Tax credits for r&d also distort the real costs. The UK gives 225% r&d tax credits, and Australia gives 175% tax credits of the cost now(USA has them too, but lower). This means you make money purely from just doing the R&D without worrying about the results.
btw, the USA is massively in debt, and over 22% of US companies being foreign controlled. So even if the US companies were contributing that much R&D, shouldn't that proportion be attributed somewhat to other countries? With all the funding into the USA also coming from other countries, shouldn't some of that be counted towards the other countries? Shouldn't the fact that lots of the workers in R&D labs for US companies have been outsourced to other countries count towards those countries?
The Nobel Prize is for basic research. Once you've done the basic research, you're still looking at spending huge amounts of money, on the order of a billion dollars, and spending 15 years bringing it to market. The drug industry is in trouble even as it is, and obviously they would be in worse trouble if they had to sell as cheaply in the US as they do in the rest of the world.
>So even if the US companies were contributing that much R&D, shouldn't that proportion be attributed somewhat to other countries?
No, at least not for that reason. The important thing is not where the innovator is located, but what market they target.
the entire world is dependent on the biomedical R&D of US companies
Inasmuch as it is possible for companies of this size to be from any one particularly country, large American pharmaceutical companies spent $27bn on R&D in 2009, while European ones spent €28.5bn (i.e. 40% more at today's exchange rate.)
That list does not show where the money is being spent by each organization. Instead it only maps the expenditure to the lcoation of a corporations headquarters.
Better statistics are provided elsewhere in wiki, for instance US R&D expenditure dwarfs that of any other country. It is also about 33% higher than that of the combined total of EU countries.
That list does not show where the money is being spent by each organization.
This is irrelevant to the claim I was debunking.
True, the great grand-parent post appears to be conflating where the research was done with the nationality of the company funding the research, and I admit that I only responded to one half of the argument, but that was purely because it was the easiest to fact-check. That doesn't make the other half of the argument true.
Specifically, consider Bayer. This is listed as a German pharmaceutical company.
"American" pharmaceutical companies also have employees in Europe, Asia, and elsewhere.
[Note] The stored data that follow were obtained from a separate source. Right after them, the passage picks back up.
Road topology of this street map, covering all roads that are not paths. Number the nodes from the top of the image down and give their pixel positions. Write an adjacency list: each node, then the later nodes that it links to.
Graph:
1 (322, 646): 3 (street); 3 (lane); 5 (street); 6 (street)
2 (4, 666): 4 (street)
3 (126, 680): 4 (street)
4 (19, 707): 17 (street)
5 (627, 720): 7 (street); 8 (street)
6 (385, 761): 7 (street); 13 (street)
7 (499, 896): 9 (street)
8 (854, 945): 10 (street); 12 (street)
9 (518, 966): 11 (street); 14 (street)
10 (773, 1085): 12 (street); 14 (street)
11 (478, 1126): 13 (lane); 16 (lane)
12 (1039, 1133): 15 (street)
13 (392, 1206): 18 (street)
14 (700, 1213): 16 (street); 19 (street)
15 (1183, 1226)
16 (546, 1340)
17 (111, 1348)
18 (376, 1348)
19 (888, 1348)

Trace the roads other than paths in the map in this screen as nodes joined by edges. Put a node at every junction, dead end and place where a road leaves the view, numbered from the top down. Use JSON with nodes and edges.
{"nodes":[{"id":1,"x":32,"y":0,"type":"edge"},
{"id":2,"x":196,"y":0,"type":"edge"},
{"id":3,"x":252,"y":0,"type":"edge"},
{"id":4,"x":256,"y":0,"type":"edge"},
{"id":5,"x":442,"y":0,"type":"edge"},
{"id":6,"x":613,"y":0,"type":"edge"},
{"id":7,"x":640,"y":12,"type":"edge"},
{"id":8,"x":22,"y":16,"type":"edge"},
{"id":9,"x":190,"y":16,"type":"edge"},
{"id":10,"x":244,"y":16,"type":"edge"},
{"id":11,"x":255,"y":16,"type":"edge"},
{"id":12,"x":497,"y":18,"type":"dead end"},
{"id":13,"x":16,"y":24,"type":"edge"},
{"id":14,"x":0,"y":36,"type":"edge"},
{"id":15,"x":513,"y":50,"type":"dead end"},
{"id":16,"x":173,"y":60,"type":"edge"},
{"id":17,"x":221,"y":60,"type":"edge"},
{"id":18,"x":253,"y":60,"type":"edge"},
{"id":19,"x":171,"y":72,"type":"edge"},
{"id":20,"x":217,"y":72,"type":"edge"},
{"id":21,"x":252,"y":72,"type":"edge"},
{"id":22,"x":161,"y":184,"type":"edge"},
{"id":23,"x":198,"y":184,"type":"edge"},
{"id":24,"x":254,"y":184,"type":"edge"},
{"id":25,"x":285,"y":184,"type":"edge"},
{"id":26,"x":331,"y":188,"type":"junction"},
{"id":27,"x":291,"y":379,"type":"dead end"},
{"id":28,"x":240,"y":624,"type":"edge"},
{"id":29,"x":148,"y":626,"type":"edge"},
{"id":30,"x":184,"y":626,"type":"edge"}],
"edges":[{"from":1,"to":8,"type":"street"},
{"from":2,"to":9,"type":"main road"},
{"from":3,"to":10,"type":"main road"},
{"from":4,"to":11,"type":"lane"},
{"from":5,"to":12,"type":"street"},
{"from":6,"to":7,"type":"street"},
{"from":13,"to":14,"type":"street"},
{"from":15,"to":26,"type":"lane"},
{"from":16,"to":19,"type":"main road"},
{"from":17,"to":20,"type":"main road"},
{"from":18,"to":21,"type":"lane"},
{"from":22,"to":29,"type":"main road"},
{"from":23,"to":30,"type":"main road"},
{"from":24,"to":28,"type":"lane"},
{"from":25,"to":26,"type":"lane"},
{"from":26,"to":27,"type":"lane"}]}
Better statistics are provided elsewhere in wiki, for instance US R&D expenditure dwarfs that of any other country.
Including, say, military and aerospace R&D with healthcare R&D to try and make a point about just healthcare is clearly ridiculous.
I wish more people would acknowledge this reality. I like biomedical technology advancement. Most of it is developed in the US because it is the one of the few countries that can absorb the cost of the R&D. If the US stops doing it, who is going to pick it up? There is ample evidence that the answer is "a little bit in Asia and nowhere else". That should be frightening to people. Biomedical R&D is important.
Ignore for the moment that the US healthcare system is a wreck. The fact remains that the majority of biomedical advances come out of the US because it is the only country where people absorb the R&D cost. If Europe was pulling its weight with biomedical R&D it would be one thing but in practice it is producing so little in that regard that it is kind of shameful. If we eliminate US biomedical R&D by eliminating their ability to recover costs, who picks up the slack? There are no easy answers.